The head of Germany's propaganda ministry, Josef Goebbels, saw the advantage of going ahead — sort of. As Bleacher Report tells us, in 1935 Germany had stripped all Jews of citizenship and legal rights. Hitler appealed to the International Olympic Committee to ban Jewish participation in the games, but failed. Instead, he mandated that only pure Aryans would represent Germany. There was an international movement to boycott the games, which led Hitler to clean up the nation's act, at least temporarily, to give the impression that Germany was a good, wholesome place and an ideal host for the competition.

The tradition of the Olympic torch relay began in 1936

One part of the 1936 games that has nothing to do with politics has become a tradition (and in a good way): the Olympic torch relay.

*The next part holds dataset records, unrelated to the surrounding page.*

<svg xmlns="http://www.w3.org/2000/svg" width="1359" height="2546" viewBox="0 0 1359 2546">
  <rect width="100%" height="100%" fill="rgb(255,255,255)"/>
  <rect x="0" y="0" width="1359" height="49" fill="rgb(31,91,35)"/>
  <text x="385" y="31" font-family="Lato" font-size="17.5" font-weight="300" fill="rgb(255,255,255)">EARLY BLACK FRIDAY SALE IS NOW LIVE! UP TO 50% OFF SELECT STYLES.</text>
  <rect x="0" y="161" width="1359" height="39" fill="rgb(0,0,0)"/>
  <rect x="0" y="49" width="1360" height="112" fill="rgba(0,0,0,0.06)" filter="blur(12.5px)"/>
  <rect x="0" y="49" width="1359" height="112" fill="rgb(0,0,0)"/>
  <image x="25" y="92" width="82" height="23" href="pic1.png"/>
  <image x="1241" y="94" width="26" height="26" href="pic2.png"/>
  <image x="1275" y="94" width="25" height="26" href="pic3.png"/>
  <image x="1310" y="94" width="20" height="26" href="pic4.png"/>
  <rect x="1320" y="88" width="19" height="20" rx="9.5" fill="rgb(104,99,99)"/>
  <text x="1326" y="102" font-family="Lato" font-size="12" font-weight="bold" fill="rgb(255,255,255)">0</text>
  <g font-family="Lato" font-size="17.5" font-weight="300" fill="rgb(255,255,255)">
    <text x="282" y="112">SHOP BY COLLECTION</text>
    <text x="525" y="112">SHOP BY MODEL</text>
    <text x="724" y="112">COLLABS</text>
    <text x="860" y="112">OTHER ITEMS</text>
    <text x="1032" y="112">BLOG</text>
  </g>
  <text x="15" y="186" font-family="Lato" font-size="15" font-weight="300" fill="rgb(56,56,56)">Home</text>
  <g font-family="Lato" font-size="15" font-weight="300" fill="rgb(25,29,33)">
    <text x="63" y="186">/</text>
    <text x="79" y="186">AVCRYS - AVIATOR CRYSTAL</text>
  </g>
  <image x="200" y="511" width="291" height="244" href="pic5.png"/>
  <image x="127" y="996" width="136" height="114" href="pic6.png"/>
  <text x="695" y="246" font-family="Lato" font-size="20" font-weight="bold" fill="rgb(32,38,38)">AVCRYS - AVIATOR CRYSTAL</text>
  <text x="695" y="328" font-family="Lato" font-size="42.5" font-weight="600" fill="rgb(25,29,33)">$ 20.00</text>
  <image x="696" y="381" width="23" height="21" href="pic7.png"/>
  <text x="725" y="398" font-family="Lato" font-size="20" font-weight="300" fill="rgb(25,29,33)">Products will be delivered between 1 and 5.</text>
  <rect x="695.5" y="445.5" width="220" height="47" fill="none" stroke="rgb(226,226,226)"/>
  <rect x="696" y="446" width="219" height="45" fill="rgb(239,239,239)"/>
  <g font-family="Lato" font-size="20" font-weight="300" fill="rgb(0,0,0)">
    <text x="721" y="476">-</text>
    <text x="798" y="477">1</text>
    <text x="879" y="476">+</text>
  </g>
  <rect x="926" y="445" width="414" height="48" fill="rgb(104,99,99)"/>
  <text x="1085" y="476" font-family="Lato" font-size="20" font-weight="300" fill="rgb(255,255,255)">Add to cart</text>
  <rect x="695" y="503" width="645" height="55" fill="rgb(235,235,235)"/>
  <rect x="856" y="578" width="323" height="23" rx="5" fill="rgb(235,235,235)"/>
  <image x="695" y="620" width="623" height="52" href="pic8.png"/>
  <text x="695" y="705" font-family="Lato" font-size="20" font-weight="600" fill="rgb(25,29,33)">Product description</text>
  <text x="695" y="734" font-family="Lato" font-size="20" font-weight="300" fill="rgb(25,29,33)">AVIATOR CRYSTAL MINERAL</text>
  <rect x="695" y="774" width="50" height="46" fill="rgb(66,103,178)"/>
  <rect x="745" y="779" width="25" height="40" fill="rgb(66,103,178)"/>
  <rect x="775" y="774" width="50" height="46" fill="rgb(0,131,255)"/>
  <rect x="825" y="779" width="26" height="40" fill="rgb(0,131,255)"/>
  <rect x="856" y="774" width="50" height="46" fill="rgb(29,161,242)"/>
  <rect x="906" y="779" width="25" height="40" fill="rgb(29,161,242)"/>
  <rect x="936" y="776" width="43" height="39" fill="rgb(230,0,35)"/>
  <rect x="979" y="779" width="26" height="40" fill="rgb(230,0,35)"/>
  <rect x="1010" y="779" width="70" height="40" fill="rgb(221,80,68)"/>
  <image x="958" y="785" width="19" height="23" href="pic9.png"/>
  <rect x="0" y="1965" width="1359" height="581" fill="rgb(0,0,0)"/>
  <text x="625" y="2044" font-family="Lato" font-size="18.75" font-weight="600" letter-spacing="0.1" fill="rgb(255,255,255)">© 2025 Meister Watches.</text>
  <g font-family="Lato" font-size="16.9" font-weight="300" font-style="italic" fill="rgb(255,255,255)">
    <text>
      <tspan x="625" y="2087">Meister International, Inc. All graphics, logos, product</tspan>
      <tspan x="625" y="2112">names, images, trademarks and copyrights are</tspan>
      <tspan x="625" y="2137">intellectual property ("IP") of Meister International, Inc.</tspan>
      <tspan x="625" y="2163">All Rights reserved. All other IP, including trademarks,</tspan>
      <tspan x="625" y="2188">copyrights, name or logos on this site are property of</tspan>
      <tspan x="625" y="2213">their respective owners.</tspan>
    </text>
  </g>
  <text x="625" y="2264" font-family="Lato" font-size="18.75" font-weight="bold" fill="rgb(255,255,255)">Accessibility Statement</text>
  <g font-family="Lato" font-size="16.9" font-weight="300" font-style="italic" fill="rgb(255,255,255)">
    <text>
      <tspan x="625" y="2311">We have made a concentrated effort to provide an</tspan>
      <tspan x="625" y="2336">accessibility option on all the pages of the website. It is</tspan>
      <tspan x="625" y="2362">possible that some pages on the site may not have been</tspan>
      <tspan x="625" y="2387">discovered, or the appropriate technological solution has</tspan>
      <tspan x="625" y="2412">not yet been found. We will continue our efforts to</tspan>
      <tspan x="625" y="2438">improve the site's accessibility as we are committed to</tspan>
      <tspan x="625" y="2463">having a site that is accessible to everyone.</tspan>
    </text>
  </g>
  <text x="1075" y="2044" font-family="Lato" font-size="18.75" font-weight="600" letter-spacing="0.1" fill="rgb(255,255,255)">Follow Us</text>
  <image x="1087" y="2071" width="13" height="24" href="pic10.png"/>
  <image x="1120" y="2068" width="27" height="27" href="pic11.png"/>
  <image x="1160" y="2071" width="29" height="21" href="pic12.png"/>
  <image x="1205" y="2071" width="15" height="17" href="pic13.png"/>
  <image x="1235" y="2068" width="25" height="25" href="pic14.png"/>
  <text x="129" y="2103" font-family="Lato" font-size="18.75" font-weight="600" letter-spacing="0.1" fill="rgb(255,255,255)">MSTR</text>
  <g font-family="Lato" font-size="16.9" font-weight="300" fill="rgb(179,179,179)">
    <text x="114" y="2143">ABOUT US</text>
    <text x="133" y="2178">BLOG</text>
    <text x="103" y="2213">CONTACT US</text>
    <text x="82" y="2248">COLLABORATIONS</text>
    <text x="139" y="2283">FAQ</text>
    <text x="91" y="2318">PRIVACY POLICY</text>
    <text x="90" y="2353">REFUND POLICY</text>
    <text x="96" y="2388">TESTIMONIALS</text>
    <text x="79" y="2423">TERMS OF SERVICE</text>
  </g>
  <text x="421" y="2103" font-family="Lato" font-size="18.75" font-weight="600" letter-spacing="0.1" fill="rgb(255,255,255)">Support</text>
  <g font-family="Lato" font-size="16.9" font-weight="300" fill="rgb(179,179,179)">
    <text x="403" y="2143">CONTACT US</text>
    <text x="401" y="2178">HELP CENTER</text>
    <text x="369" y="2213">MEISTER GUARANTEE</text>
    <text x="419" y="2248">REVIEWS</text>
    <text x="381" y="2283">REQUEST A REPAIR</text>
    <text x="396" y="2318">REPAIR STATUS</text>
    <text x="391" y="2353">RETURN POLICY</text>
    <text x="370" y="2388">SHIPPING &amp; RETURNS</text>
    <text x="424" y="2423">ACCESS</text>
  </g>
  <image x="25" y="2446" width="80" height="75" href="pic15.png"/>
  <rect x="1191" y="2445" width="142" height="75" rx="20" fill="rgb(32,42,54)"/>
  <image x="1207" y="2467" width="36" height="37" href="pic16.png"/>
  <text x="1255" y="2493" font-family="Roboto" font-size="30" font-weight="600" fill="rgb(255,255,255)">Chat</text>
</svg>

Germany was the first to institute the journey of the torch (built of Germany steel, of course) from Greece to Berlin.

Encyclopedia Britannica says that 49 countries ultimately chose to participate, including the United States. The proceedings were filmed for a later documentary by Leni Riefenstahl, who pioneered techniques for capturing the action of the games that are still used today. The games were also televised, after a fashion, as WBUR reports: the events were sent by closed-circuit TV to various viewing halls around the country. More important, the Germans invested heavily in radio equipment and technology to beam the games around the world — audio, anyway.

The head of America's Olympics effort took the position that the games were for athletes, not for politicians, says Biography, and so America committed to the competition.

Jesse Owens brought home four gold medals

The greatest American standout that summer was Jesse Owens, a 28-year-old Black sprinter from Alabama who took home not one, but three individual medals, plus a relay medal — all gold. And setting world records while doing it. It's sometimes reported that Hitler snubbed Owens by failing to salute him, but Biography relates that Hitler had decided to treat all athletes equally, and so after the first day he saluted no one. The audience, however, went nuts for Owens, chanting his name over and over again in excitement.

The 1936 games saw the first time basketball was an event. First time out, and the Germans built the court outside — where the games were played on grass. Nevertheless, the United States took the gold there as well, with a score of 19-8 over Canada.

Many consider the 1936 Summer Olympics the first example of politics nearly overtaking the games. Time quotes author David Clay Large (Nazi Games: The Olympics of 1936): "Those games really set the stage for the Olympics as we know them today. That injection of politics and extreme nationalism, that's continued. There's no question that nationalism is a very fundamental part of it all."